| January 27, 2013
Each medical specialty has its own language. The specialty itself generally defines the terms. It wouldn't do, for instance, if a surgeon asked for a "Richardson" and was handed a "Kelly." But that could happen if surgeons defined "Richardson" one way and nursing staff defined it as something else. Unfortunately, in the field of addiction, we have terms that are defined by various factions. This has led to the oft-heard discussion regarding the differences among use, overuse, misuse, abuse, dependence, addiction, not to mention recovery, sobriety, and abstinence. One might think that the variety of understandings result from the wide range of healthcare staff involved with addiction treatment. And yet as other specialties of medicine become multidisciplinary much as addiction treatment has been for many years, we don't see the same difficulties arising. Diabetes counselors don't define DKA any differently than the endocrinologists, and they don't call diabetes itself by some other name.
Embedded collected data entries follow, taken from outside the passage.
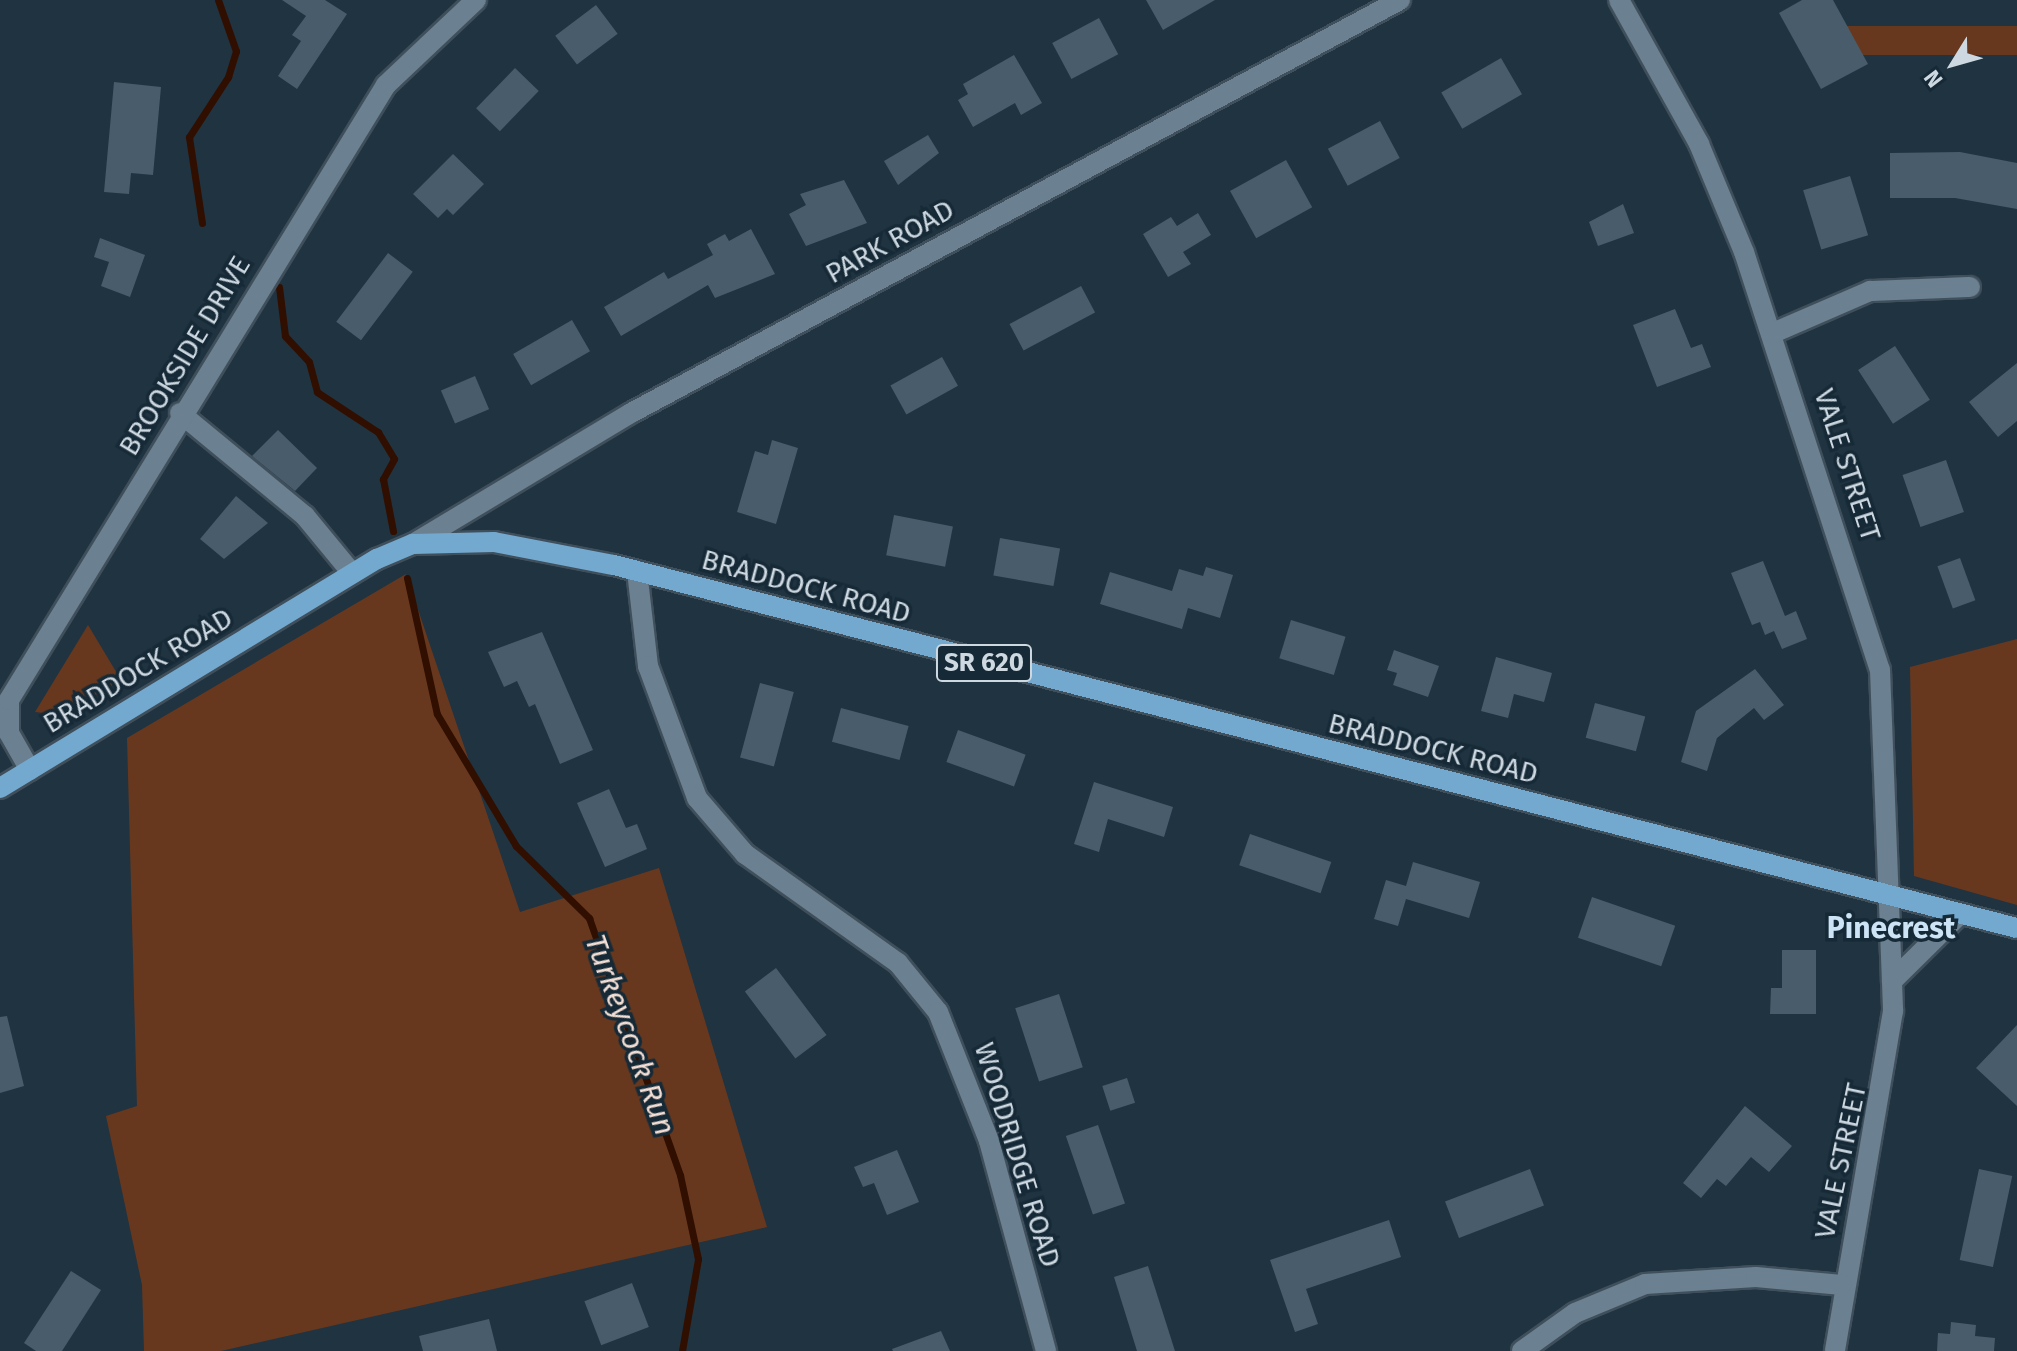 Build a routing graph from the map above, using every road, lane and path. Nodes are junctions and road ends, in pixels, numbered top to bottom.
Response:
1 (476, 0) edge
2 (1400, 0) edge
3 (1619, 0) edge
4 (1970, 287) dead end
5 (1773, 333) junction
6 (180, 413) junction
7 (413, 544) junction
8 (637, 571) junction
9 (352, 573) junction
10 (30, 770) junction
11 (0, 788) edge
12 (1885, 894) junction
13 (1960, 914) junction
14 (2017, 928) edge
15 (1892, 981) junction
16 (1842, 1285) junction
17 (1046, 1351) edge
18 (1522, 1351) edge
19 (1835, 1351) edge

1 - 6 street, BROOKSIDE DRIVE
2 - 7 street, PARK ROAD
3 - 5 street, VALE STREET
4 - 5 street
5 - 12 street, VALE STREET
6 - 9 street
6 - 10 street, BROOKSIDE DRIVE
7 - 8 main road, BRADDOCK ROAD / SR 620
7 - 9 main road, BRADDOCK ROAD / SR 620
8 - 12 main road, BRADDOCK ROAD / SR 620
8 - 17 street, WOODRIDGE ROAD
9 - 10 main road, BRADDOCK ROAD / SR 620
10 - 11 main road, BRADDOCK ROAD / SR 620
12 - 13 main road, BRADDOCK ROAD / SR 620
12 - 15 street, VALE STREET
13 - 14 main road, BRADDOCK ROAD / SR 620
13 - 15 street
15 - 16 street, VALE STREET
16 - 18 street
16 - 19 street, VALE STREET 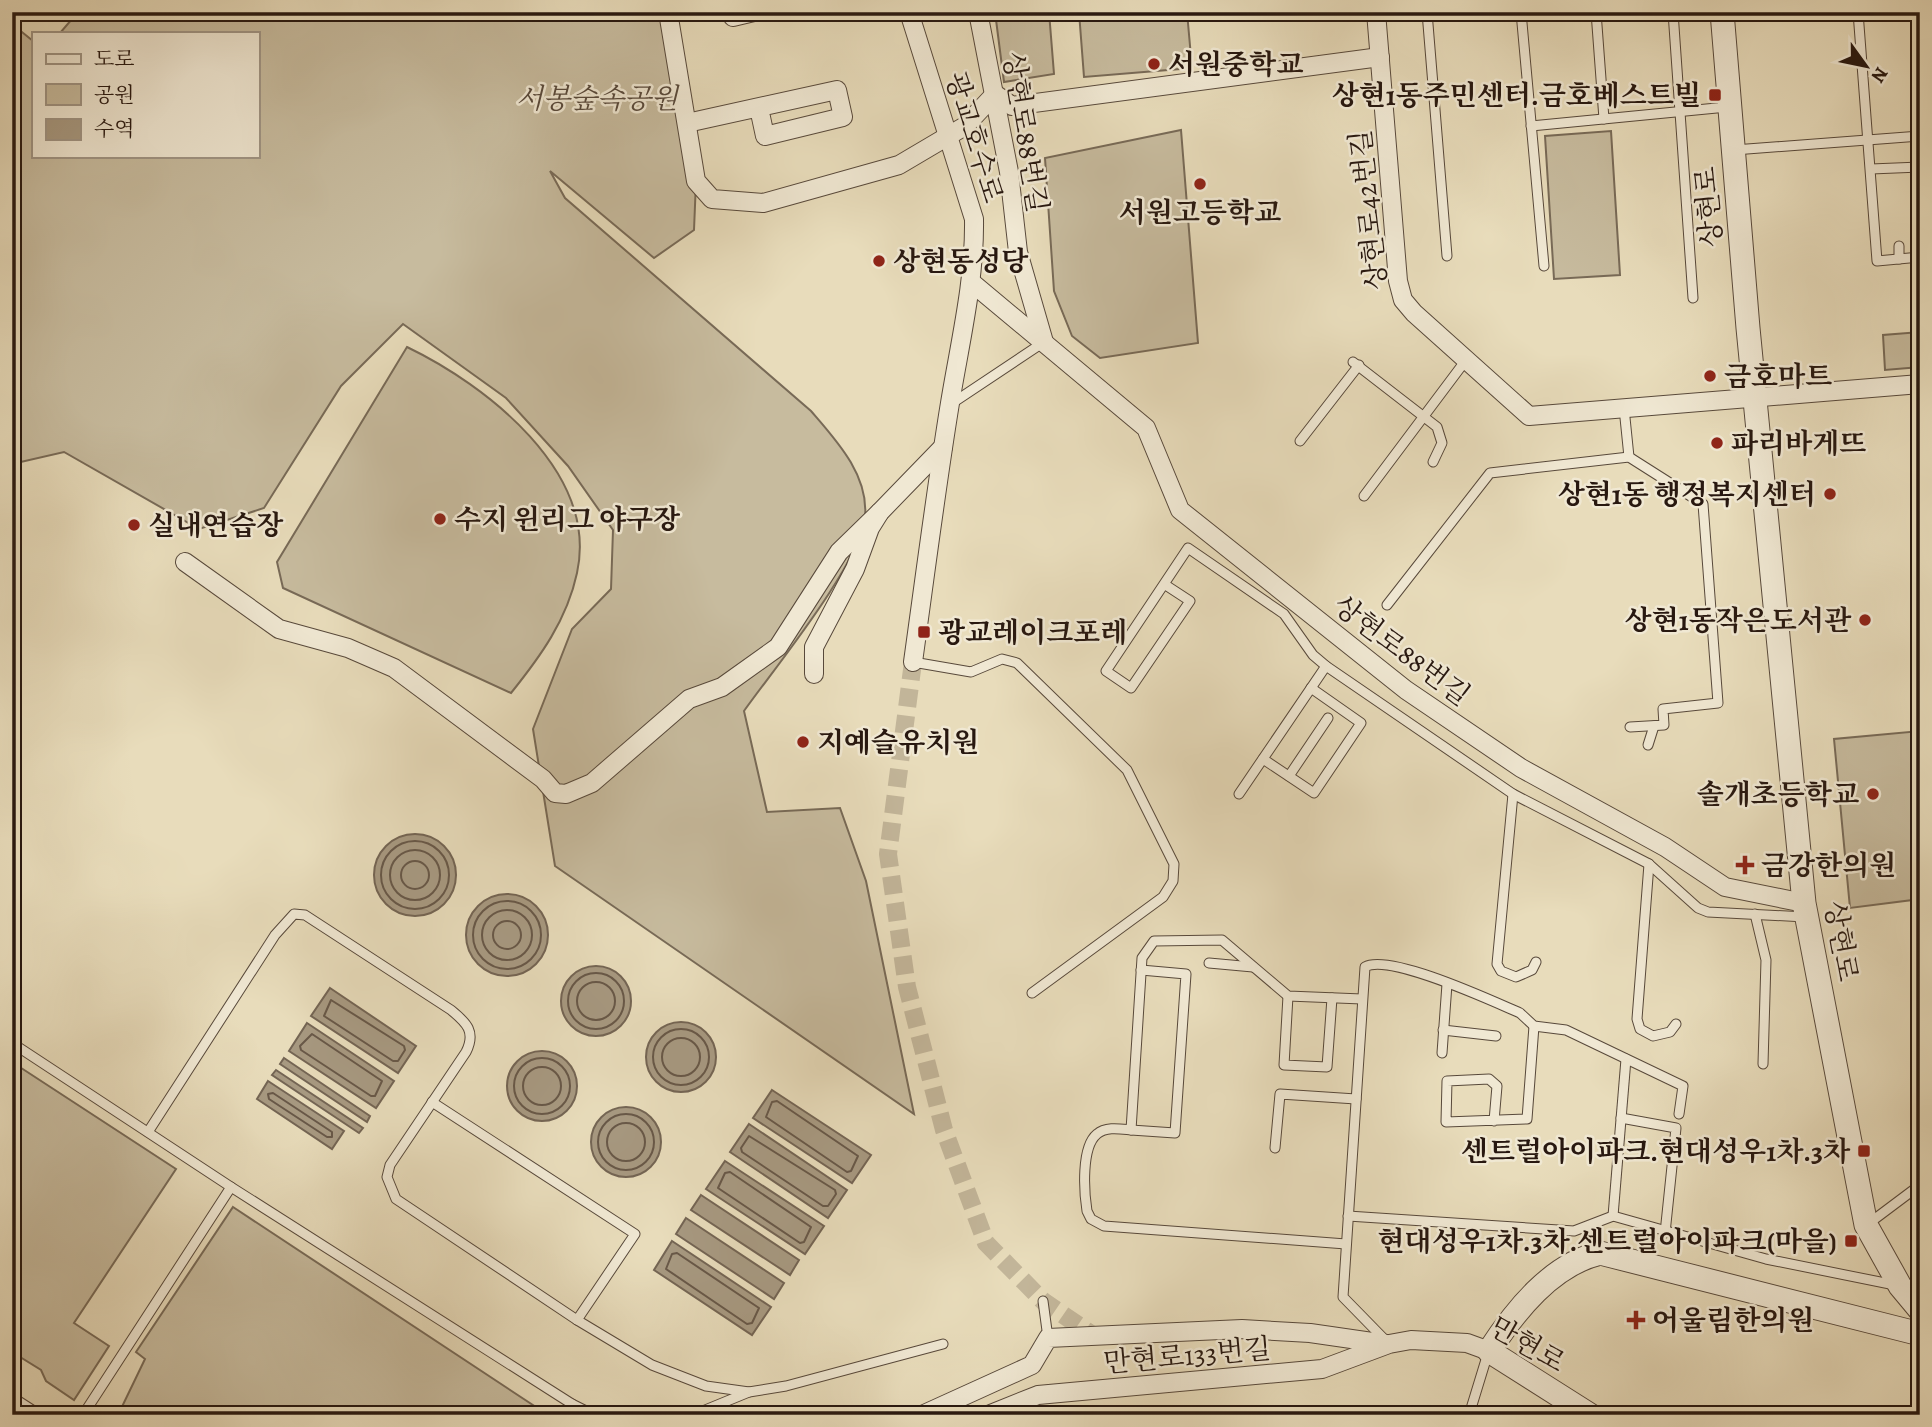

One of the major difficulties here is that our own national organization has not yet published a broad manual of definitions for the field. Psychiatry, for example, publishes their Diagnostic and Statistical Manual, now about to see its seventh edition (and naturally named DSM-5). And just to throw a monkey wrench into the works, DSM includes a section that defines various terms in the field of addiction. But isn't that our field of expertise? Why would one specialty of medicine follow another's definition of its own field? Why, particularly, when we have the start of our own approach that is at odds with the one in the psychiatric manual? (Our definition of addiction broadly does not recognize the various substance use categories as representative of differing disease states).
I've been asked to comment on the new section in DSM-5 dealing with addiction. I have not done so since I haven't seen the new section. I've heard that it creates definitions for mild, moderate, and severe substance use disorders, something we've not had before and something I've never heard any of our members request. I can't see myself telling a patient that he has a "moderate alcohol use disorder." And I worry that an individual defined as having a "mild" substance use disorder would not be able to gain access to treatments that would be available if he simply had a substance use disorder. What I've learned from patients is that addiction is something you either do or do not have. There's little middle ground. I've also heard that DSM-5 fails to correct the oversight of earlier editions that separate alcohol use disorders from other sedative use disorders. This means that by definition, individuals' alcohol use disorders are gone once they've switched from Bud to Xanax. They now have another disease state. And that is simply wrong.
But we've never said that formally. Isn't it time to do so? Isn't it time, now that we have our own Board and our own residencies and our very well established specialty of more than 50 years, to have our own set of terms and definitions?